Exercise requirements: For each line of the listing below that contains the string "roads", copy the line.

■ ■ ■ ■ ■

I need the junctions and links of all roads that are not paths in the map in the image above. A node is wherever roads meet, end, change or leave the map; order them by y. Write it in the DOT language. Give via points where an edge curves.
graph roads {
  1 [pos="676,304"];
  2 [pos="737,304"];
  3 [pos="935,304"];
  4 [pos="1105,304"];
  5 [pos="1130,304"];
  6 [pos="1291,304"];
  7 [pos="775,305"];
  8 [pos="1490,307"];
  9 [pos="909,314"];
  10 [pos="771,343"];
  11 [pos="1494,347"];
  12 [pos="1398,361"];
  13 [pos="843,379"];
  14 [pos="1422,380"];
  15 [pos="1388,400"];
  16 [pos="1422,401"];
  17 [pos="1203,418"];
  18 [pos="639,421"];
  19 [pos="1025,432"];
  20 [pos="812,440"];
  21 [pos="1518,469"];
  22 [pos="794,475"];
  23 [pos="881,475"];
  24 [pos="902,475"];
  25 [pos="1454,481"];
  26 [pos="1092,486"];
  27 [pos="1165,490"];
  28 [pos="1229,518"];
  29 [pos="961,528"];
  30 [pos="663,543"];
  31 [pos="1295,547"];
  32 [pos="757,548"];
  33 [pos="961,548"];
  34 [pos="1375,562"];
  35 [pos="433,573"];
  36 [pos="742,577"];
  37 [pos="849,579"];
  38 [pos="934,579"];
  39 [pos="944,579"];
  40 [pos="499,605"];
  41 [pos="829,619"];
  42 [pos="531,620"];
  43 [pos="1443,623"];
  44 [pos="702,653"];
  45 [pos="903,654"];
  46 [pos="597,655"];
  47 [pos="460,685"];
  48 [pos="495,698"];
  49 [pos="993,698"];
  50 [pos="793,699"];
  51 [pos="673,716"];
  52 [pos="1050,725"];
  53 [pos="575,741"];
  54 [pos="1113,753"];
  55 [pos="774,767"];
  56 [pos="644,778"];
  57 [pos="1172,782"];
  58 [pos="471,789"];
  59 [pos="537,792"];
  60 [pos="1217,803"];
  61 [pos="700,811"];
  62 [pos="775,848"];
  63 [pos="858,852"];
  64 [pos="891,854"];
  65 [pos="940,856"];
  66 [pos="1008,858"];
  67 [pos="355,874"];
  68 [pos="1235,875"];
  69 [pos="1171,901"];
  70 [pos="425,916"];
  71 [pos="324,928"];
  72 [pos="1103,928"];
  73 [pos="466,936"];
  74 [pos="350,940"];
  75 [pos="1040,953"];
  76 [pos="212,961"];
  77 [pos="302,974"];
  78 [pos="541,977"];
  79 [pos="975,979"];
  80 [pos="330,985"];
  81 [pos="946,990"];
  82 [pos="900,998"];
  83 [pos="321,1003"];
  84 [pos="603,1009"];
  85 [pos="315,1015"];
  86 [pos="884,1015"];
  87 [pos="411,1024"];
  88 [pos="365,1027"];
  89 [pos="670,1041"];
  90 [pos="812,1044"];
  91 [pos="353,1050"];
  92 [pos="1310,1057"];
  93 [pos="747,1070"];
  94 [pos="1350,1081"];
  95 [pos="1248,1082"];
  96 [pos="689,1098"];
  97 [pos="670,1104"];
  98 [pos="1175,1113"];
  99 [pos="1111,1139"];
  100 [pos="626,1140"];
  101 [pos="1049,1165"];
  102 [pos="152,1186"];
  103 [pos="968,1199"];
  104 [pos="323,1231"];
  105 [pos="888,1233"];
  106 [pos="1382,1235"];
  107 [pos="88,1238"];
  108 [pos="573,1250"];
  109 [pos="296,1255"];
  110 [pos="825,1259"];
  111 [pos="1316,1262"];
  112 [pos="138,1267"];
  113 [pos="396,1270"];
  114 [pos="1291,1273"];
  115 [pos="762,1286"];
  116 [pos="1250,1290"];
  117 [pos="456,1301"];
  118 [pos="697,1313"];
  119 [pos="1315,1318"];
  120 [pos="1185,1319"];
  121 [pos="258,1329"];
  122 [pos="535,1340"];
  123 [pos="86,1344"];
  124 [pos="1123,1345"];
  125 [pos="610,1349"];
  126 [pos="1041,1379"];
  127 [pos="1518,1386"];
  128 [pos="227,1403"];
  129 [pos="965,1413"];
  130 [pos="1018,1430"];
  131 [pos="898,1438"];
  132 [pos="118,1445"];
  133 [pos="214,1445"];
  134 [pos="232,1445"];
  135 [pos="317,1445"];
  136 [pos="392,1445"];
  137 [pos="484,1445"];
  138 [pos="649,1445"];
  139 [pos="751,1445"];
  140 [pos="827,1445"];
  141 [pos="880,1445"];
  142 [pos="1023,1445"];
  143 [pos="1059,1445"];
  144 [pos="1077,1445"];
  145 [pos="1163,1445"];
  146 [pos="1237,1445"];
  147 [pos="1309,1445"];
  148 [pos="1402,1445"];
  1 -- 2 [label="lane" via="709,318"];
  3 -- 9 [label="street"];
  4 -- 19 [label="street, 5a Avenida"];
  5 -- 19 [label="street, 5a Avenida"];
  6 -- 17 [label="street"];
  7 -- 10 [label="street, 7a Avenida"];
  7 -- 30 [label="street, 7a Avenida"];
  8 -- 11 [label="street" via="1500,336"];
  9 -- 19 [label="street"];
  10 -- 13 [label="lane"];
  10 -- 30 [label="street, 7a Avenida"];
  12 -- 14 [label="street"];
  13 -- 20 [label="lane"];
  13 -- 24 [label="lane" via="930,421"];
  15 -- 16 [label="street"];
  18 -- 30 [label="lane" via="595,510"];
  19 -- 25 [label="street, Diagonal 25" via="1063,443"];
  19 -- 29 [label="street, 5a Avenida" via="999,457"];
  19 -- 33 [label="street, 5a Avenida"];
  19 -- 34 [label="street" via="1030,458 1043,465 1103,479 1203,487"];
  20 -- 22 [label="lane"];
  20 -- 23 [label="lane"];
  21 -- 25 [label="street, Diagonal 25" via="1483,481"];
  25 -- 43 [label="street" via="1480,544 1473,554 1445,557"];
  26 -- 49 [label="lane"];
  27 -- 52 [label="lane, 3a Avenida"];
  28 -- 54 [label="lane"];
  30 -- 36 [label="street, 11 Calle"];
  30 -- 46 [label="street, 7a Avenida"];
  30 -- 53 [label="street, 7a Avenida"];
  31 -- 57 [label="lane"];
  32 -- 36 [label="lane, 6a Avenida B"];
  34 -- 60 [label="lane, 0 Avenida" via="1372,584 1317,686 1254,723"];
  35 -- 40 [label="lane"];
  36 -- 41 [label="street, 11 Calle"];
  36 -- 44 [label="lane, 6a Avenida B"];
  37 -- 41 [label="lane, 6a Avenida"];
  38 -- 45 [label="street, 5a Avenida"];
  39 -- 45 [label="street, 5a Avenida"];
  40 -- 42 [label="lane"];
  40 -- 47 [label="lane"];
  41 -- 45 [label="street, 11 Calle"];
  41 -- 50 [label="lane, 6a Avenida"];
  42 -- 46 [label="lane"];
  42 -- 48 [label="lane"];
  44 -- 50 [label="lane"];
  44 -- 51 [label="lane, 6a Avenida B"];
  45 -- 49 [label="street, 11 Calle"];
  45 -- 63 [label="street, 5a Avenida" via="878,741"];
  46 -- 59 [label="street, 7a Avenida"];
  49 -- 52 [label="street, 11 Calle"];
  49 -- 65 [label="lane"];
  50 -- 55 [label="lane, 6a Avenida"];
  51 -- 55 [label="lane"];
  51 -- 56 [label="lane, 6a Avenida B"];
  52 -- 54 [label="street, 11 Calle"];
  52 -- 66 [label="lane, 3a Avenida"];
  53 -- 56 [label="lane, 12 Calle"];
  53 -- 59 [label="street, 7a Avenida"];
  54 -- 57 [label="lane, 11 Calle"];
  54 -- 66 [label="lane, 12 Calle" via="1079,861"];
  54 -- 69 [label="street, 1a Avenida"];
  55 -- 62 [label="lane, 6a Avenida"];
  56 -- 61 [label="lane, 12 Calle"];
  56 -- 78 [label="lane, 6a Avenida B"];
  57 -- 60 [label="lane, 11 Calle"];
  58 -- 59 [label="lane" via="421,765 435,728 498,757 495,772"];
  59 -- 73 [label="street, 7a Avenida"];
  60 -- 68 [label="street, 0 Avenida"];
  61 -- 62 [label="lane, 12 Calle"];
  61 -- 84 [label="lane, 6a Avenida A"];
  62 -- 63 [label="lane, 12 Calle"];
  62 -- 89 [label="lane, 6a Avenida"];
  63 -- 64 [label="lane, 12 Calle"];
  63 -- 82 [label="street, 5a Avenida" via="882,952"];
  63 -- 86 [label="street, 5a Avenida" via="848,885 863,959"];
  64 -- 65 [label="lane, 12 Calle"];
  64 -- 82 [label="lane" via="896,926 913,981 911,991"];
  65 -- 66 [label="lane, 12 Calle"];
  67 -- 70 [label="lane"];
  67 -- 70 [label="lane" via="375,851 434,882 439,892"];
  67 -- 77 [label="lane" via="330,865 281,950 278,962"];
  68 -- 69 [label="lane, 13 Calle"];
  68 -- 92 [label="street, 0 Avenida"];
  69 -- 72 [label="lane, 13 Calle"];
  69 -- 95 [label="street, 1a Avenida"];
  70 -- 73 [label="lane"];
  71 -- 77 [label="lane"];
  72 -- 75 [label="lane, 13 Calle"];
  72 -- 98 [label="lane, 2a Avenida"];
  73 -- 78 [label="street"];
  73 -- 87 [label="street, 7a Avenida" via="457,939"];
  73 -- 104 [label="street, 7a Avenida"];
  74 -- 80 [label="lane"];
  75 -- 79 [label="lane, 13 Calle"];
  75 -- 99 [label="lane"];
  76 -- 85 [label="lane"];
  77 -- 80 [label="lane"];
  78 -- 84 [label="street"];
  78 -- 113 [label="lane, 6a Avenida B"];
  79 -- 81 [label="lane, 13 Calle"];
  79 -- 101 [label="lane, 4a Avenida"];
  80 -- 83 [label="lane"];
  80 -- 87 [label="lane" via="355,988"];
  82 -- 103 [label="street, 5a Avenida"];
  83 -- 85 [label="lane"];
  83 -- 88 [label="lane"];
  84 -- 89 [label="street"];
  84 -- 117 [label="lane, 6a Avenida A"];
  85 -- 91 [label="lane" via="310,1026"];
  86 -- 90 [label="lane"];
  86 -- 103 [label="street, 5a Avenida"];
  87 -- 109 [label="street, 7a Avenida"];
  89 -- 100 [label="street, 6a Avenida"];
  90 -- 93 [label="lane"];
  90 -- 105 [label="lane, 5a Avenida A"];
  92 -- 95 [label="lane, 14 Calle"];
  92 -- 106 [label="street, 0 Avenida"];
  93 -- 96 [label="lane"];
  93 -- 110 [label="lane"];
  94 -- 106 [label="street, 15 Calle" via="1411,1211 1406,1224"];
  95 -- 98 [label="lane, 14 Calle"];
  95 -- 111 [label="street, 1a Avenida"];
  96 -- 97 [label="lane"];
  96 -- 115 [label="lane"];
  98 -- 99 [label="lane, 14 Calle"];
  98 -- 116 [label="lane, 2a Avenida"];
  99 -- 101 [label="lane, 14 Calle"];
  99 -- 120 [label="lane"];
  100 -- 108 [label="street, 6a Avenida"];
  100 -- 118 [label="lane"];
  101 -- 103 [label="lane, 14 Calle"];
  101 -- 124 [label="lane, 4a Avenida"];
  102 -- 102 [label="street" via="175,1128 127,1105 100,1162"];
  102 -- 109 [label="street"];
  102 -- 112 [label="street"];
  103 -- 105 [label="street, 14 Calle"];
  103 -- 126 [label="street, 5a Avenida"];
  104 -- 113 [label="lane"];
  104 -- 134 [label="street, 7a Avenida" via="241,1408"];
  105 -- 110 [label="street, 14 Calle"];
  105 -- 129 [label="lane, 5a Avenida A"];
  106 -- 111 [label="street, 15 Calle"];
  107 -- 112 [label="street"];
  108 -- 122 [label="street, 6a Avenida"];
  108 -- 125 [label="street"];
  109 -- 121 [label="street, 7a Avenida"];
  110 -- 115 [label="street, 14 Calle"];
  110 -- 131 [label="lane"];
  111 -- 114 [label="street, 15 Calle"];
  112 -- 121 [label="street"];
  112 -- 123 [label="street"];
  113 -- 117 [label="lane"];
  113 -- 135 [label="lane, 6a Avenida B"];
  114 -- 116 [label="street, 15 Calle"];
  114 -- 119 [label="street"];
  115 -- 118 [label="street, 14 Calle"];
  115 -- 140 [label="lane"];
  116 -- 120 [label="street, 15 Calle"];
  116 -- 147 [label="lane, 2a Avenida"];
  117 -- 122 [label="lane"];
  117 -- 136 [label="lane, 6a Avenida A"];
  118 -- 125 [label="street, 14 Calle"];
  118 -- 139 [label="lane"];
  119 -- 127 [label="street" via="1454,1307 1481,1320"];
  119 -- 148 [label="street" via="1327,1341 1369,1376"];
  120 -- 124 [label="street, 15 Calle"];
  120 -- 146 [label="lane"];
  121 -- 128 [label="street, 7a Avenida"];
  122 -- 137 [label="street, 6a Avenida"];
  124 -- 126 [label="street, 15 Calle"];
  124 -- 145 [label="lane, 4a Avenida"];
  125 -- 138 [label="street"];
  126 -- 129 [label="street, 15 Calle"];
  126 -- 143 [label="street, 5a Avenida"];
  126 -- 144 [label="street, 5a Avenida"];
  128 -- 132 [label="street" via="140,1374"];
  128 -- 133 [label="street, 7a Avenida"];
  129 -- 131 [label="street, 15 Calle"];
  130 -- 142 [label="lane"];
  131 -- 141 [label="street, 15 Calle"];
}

■ ■ ■ ■ ■

Expected answer:
I need the junctions and links of all roads that are not paths in the map in the image above. A node is wherever roads meet, end, change or leave the map; order them by y. Write it in the DOT language. Give via points where an edge curves.
graph roads {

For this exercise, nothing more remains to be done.